A recent editorial in the Washington Post reminds us that the U.S. Census will have a lasting impact—not only for funding of public services and representation in Congress, but also for securing the role of historically undercounted minority groups such as Latinos. ICE’s ramped up enforcement strategy over the last several years has made it more difficult for some Latinos to feel confident that their information won’t be turned over to immigration authorities, despite assurances to the contrary. Nonetheless, for a growing group like Latinos, ‘not giving their information to government enumerators would reduce the flow of federal funding and even deny themselves representation in Congress.’ This year, however, is shaping up to be different.

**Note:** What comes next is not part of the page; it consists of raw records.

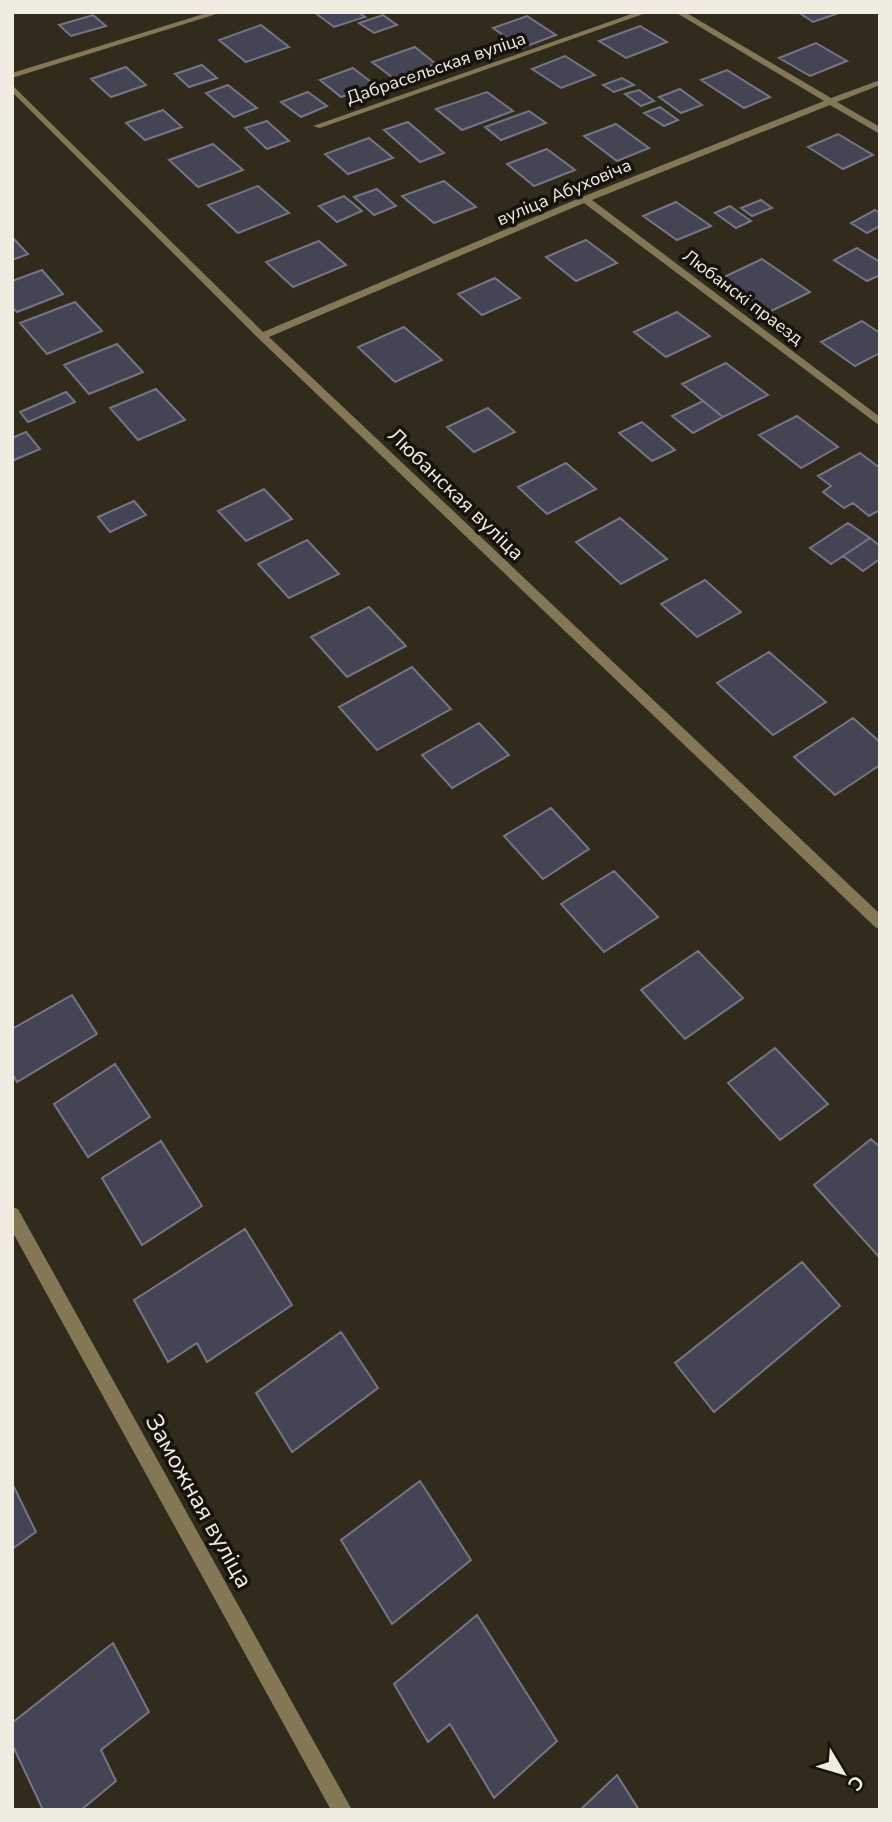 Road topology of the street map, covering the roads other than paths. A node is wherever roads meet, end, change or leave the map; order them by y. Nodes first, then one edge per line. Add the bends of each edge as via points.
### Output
1 (219, 12) edge
2 (645, 12) edge
3 (679, 12) edge
4 (12, 76) edge
5 (880, 82) edge
6 (12, 87) edge
7 (830, 101) junction
8 (317, 126) dead end
9 (880, 131) edge
10 (585, 199) junction
11 (262, 336) junction
12 (880, 422) edge
13 (880, 923) edge
14 (12, 1215) edge
15 (342, 1810) edge

1 - 4 street
2 - 8 street, Дабрасельская вуліца
3 - 7 street
5 - 7 street, вуліца Абуховіча
6 - 11 street, Любанская вуліца
7 - 9 street
7 - 10 street, вуліца Абуховіча
10 - 11 street, вуліца Абуховіча
10 - 12 street, Любанскі праезд
11 - 13 street, Любанская вуліца
14 - 15 street, Заможная вуліца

In the 2000 census, the return rate for Hispanic households was only 69% compared to a non-Hispanic rate of 79%. To reduce that gap, the Census Bureau has spent about 20% of its advertising budget this year on ads aimed at the Hispanic community, hoping to help correct the past return rate. Results from a survey by the Pew Hispanic Center are positive, with 70% of Hispanics saying that the census is good for the Hispanic community. The only troubling result from the survey is that just 69% of foreign born and 57% of native born Hispanics know that the census cannot be used to determine an individual’s immigration status.
The 2010 census will also determine state representation in the House of Representatives. The latest Census Bureau data shows Texas gaining four seats, and Arizona, Nevada, Utah, Washington, Florida, Georgia, and South Carolina each gaining one seat. Most of these states have seen growth in the Hispanic population, and Hispanics will likely play a huge role in choosing the new representatives. In fact, the number of Latino voters increased by 28.4%, or 2.2 million, from 7.6 million in 2004 to 9.8 million in the 2008 Presidential election. These gains will, if participation goes as expected, be mirrored in the 2010 census.

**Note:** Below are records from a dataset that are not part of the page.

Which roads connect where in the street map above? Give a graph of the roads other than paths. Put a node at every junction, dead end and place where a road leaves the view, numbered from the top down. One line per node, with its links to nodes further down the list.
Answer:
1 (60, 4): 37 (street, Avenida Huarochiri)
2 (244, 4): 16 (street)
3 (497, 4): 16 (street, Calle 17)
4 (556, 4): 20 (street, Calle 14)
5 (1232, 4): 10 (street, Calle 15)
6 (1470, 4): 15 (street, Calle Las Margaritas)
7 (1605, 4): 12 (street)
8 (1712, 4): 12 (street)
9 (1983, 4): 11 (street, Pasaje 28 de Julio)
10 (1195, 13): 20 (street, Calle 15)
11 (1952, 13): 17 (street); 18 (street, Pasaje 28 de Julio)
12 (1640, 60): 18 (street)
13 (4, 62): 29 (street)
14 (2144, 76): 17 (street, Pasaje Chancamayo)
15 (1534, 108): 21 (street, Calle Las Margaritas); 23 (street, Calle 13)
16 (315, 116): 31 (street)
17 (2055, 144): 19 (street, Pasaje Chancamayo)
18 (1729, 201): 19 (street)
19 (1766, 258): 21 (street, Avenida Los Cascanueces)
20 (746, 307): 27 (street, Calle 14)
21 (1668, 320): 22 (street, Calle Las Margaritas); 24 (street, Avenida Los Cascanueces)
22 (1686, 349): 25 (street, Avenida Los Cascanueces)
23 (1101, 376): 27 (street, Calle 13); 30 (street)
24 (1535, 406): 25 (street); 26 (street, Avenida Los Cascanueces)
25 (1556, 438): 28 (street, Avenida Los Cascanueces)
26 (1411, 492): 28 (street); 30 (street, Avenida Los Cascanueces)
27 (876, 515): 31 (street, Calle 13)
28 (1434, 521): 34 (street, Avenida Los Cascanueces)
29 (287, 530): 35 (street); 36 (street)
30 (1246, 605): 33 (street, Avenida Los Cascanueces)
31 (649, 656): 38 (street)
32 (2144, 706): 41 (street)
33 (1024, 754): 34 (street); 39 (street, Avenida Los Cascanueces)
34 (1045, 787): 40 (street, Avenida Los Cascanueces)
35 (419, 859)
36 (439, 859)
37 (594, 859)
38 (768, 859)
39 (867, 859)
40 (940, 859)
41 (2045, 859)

Beyond determining representation in Congress, the 2010 census will help allocate more than more than $400 billion dollars of federal funding each year. The funding includes money for hospitals, job training centers, schools, senior centers, bridges and other public works projects, and emergency services. According to a 2009 research report from the Census Bureau, roughly $435.7 billion in federal grant and direct assistance money “was allocated based on Census Bureau data”—including “annual population estimates, Decennial Census data, and other Census Bureau sources”—in Fiscal Year (FY) 2007.
As of 2007, Latinos represent more than 15% of the U.S. population. Although there is no dispute that their votes count, they are likely to count even more if the percentage of Latino households returning their forms increases. That makes the ten questions, ten minutes Census campaign a small but crucial investment in the future.